Dickson compares it to the state athletes, musicians and artists often describe when they are “in the zone” — fully immersed, fully focused and temporarily freed from self-conscious thought. “It’s that state of effortless effort,” he says. “You feel your best and perform at your best.”

“My defences were down”

But Dickson believes the real therapeutic opportunity comes immediately after the flow state ends. According to flow-state theory, people often move into a calmer neurological “recovery phase” once deep immersion stops — a state he describes as softer, more emotionally open and less defended.

“You feel dreamy, disarmed,” he says. “Pumped full of serotonin and oxytocin.” That, he believes, creates ideal conditions for therapy.

“It’s perfect for group work.” Participants frequently describe feeling unusually trusting and emotionally available after surfing sessions.

“Our qualitative research keeps showing people saying, ‘I just felt like it was easier to go into the work,’” Dickson says. “‘I felt more trusting. My defences were down.’”

The atmosphere inside the group matters too. Surfing is difficult, vulnerable and communal, often creating encouragement rather than competition.

“Anything you do is a little win,” Dickson says. “People are very generous with their praise for each other.”
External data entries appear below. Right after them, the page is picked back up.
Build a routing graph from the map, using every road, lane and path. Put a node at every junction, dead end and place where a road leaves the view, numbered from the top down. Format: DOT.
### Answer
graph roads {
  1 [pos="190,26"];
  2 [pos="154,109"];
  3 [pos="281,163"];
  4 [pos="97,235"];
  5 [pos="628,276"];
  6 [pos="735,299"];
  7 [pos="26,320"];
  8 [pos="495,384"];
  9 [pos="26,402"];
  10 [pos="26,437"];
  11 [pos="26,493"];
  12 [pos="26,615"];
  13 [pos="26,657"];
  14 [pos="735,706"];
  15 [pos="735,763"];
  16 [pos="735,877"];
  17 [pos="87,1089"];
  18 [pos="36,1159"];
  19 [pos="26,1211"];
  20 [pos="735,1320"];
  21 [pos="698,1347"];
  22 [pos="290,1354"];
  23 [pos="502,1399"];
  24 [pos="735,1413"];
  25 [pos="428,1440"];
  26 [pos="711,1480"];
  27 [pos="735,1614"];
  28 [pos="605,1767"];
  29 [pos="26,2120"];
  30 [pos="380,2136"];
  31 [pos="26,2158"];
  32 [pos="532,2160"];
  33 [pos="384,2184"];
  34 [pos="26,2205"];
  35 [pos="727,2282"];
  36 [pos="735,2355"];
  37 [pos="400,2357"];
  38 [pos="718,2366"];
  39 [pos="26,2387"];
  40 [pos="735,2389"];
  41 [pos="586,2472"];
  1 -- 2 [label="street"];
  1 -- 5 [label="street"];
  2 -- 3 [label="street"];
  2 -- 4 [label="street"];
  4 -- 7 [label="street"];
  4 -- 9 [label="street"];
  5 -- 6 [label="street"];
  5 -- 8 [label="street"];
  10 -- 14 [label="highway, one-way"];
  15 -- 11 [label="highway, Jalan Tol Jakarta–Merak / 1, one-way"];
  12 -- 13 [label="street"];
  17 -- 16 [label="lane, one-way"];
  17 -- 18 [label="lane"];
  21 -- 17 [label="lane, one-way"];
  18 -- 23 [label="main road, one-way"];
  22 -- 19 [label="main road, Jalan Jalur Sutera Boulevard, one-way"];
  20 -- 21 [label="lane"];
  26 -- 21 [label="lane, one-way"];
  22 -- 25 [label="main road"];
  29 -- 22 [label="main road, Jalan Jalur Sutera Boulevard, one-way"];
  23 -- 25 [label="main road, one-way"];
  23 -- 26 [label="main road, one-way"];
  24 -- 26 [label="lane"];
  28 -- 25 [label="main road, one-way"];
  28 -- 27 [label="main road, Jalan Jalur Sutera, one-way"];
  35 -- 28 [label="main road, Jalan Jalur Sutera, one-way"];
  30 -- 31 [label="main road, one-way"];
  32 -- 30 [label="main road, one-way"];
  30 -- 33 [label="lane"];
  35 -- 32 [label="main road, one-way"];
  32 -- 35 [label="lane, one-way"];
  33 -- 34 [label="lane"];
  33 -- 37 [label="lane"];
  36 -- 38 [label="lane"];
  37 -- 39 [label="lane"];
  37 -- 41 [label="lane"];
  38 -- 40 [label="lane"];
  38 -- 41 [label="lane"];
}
Much of the healing, he believes, comes from shared experience itself. “So much of the healing comes from that sharing of experience, even if they’re not even sharing any details.”

A growing movement

Surf therapy programs already exist across the UK and internationally. Dickson points to organizations including the Wave Project and Surfwell, as well as the International Surf Therapy Organization, which includes around 150 affiliated groups worldwide.

But he sees Resurface as part of a newer evolution — one where surfing is integrated directly into evidence-based psychotherapy.

“When I first went to a surf therapy conference in LA, I said, ‘Look, I know I’m at a surf therapy conference, but we don’t do surf therapy,’” he recalls. “We do surfing to do better therapy.”

That distinction matters to him. Traditional surf therapy programmes, he says, often focus on wellbeing and emotional support. Resurface, by contrast, is designed as a full residential therapeutic program built around flow-state science and clinical interventions.

“We’re taking all the benefits of flow, all that trust and camaraderie, and bringing it into a therapeutic environment,” he says.

The response so far has surprised even him. “It’s been this really cool journey,” Dickson says. “A lot of people seem to be buying into it and liking it.”